A number of mechanisms exist within the CHATR to predict duration of segments in synthesis. This chapter discusses each in turn.
Different duration methods are selected using the Parameter
command. For example
(Parameter Duration_Method KLATT_DUR)
A global stretch parameter is available to modify the overall speed of predicted durations. Note it is simply a factor by which the durations of each segment are multiplied--no segment reduction takes place. It is set using the command
(Parameter Duration_Stretch 1.2)
The default value is 1.0. A value of 0.0 or less is not allowed. The value is automatically reset to 1.0 whenever a new duration method is selected.
Note that in all cases pause/silence durations are predicted with a
different mechanism than non-pause phonemes. A better pause duration
prediction system is probably required, but it is already separated
from the various existing duration modules. Pause durations are
based on the prosodic boundary level of the word ending with the
segment immediately preceding the pause. A table of pause lengths
based on boundary level may given through the Stats
command.
A typical example (as defined in the library file
`$CHATR_ROOT/lib/data/rp_pause.ch') is
(Stats Pause ( (discourse 400) (sentence 250) (clause 100) (phrase 50) ) )

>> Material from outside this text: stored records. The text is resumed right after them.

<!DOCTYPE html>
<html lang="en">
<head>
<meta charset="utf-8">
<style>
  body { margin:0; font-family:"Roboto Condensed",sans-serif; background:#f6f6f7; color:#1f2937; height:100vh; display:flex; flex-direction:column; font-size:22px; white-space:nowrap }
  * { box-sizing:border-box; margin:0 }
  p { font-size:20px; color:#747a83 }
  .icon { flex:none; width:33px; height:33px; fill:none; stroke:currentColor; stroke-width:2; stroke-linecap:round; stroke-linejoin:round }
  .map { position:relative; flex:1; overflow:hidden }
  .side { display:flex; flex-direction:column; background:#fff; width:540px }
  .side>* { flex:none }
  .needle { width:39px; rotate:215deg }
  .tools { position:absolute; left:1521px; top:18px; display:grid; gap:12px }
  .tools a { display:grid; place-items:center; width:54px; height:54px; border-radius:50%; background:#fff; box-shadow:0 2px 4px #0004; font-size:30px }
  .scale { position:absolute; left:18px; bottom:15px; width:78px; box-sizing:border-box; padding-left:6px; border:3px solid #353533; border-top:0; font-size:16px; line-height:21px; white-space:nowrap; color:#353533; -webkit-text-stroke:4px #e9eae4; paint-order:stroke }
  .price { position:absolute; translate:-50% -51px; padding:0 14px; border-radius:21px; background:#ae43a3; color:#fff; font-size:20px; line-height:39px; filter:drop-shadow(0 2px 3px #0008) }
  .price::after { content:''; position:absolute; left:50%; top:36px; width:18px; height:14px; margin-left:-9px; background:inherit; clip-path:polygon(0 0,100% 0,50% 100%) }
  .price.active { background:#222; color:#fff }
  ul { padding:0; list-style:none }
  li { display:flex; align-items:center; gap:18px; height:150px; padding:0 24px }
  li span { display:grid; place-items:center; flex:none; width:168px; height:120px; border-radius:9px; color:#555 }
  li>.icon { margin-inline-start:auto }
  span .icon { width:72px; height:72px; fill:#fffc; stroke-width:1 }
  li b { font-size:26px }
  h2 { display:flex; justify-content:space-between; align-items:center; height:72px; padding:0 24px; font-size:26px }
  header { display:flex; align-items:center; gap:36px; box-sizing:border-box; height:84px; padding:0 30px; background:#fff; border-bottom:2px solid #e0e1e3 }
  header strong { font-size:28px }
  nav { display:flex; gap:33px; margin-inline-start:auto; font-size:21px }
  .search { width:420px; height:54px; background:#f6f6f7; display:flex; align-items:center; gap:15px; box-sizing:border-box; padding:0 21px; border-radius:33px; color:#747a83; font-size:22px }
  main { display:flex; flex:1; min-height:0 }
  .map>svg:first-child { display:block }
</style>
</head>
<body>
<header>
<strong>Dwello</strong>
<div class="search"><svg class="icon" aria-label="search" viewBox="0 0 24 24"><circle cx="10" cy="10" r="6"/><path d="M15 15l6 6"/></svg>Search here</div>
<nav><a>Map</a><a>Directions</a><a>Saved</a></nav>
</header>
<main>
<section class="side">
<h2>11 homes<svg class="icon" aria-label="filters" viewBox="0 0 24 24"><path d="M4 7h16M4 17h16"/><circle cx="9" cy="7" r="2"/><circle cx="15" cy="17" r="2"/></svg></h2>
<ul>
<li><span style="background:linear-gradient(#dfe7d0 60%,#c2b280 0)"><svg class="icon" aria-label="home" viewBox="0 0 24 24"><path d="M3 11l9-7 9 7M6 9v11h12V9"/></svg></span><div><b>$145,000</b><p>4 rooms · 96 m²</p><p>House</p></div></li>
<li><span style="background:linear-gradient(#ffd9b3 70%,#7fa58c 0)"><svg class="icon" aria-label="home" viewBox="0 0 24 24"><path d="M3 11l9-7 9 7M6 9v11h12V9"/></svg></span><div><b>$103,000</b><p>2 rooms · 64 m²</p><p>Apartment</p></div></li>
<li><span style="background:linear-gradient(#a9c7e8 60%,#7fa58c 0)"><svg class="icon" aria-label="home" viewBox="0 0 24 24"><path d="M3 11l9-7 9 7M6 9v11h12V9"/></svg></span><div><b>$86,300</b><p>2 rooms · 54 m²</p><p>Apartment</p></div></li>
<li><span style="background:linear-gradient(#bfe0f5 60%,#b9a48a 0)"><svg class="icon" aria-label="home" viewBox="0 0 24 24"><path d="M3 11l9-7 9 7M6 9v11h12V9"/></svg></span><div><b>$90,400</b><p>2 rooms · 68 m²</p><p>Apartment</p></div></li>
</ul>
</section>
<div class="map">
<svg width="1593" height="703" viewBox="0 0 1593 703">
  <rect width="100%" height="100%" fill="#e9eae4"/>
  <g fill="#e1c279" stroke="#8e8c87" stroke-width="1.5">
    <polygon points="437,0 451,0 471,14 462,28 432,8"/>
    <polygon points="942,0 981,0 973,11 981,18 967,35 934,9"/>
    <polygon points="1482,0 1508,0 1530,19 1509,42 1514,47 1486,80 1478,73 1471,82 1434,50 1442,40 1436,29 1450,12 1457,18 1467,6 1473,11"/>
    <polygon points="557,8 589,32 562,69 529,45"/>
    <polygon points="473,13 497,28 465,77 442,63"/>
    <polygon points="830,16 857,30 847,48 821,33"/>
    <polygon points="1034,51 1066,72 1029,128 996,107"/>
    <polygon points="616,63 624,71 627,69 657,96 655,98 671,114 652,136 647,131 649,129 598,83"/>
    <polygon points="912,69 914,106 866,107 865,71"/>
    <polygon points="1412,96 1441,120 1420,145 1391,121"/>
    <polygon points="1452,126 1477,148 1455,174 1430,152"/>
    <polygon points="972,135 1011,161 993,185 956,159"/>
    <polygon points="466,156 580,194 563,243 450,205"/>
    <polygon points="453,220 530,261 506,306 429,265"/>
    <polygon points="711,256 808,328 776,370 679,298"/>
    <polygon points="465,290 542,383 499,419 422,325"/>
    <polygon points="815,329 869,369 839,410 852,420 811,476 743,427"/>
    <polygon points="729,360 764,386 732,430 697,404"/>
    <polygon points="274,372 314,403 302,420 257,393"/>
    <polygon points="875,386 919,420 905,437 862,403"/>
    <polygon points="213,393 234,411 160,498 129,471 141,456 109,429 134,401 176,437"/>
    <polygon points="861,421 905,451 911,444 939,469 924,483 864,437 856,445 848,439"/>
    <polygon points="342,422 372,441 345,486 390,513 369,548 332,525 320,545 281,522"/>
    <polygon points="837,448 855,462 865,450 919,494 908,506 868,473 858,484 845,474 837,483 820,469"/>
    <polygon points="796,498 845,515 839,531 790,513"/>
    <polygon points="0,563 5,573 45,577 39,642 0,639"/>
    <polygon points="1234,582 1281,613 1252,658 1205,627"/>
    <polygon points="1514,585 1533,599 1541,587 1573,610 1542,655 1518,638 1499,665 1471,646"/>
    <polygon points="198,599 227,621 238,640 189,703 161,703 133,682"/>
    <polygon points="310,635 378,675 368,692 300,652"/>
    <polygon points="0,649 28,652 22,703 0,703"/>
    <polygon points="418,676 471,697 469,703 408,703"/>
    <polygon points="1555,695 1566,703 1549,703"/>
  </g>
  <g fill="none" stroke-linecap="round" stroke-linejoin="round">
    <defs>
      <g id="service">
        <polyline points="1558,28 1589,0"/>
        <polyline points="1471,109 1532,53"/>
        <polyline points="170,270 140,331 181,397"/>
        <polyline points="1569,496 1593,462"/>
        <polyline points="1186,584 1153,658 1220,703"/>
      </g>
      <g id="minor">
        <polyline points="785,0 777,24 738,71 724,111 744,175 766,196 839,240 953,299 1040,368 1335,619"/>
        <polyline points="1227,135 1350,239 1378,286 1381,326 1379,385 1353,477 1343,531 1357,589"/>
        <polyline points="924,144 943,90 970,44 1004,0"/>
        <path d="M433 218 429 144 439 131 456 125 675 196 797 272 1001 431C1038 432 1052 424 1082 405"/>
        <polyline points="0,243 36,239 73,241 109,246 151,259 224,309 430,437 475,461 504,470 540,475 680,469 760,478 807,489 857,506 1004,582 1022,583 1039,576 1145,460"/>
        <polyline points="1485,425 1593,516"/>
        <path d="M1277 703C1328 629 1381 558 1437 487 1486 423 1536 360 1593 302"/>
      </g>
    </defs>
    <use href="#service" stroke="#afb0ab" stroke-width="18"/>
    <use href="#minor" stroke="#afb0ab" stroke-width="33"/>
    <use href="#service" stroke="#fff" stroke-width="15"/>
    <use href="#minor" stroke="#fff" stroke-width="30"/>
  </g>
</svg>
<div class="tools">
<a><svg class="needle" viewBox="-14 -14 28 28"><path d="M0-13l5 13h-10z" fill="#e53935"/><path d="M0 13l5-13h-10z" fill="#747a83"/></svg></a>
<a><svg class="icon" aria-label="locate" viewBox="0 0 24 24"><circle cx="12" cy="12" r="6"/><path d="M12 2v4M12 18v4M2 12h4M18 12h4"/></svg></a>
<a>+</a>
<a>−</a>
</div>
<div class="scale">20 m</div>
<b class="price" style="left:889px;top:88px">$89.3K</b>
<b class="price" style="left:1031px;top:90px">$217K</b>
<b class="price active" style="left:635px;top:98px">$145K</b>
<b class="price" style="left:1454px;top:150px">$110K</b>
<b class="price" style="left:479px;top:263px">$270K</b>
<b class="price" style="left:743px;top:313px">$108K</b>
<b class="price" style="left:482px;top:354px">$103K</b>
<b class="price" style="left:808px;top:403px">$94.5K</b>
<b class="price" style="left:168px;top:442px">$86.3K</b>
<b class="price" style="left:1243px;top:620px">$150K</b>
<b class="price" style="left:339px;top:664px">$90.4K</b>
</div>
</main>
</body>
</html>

The prediction of the duration of a pause at the beginning of an utterance is a problem not worth consideration. In general we do not know what has gone before (except in the text-to-speech case), so cannot predict how much pause is required. It seems fair to assume that utterances do consist of a complete prosodic phrase, so a small pause is not unreasonable. Currently a pause of 50mS is always generated if a duration module is called.
When using a DATLINK as an audio output device, there is a significant delay before the playing of the waveform starts. Hence the `Stats Pause' values may need to be reduced. For text-to-speech (synthesizing in sentence-sized chunks), a smaller value for the `sentence' pause is recommended, as the pause generated within the DATLINK between playing waves can be as much as 750 milliseconds. Of course there may be ways to stop the DATLINK from doing this.
This is an implementation of the Klatt duration rule system as
described in Allen 87[Ch. 9]. It follows the 10 rules as
closely as possible. This module requires initialization using the
Stats
function. This takes the form
(Stats Klatt_dur PHONEME-SET-NAME ( (phone~0_stats) (phone~1_stats) ... (phone~n_stats) ) )
The PHONEME-SET-NAME
is optional. If specified, it must be
the name of a currently defined phoneme set. If omitted, the current
input phoneme set is assumed. Individual phoneme statistics consist
of a triplet; a phoneme name, an inherent duration (in milliseconds)
and a minimum duration (in milliseconds).
As an example, a partial description for the `mrpa' phoneme set is
(Stats Klatt_dur mrpa ( ( 120 60) ; AX (@ 180 80) ; ER (a 230 80) ; AE (aa 240 100) ; AA (ai 250 150) ; AY (au 240 100) ; AO (b 85 60) ; BB ... ) )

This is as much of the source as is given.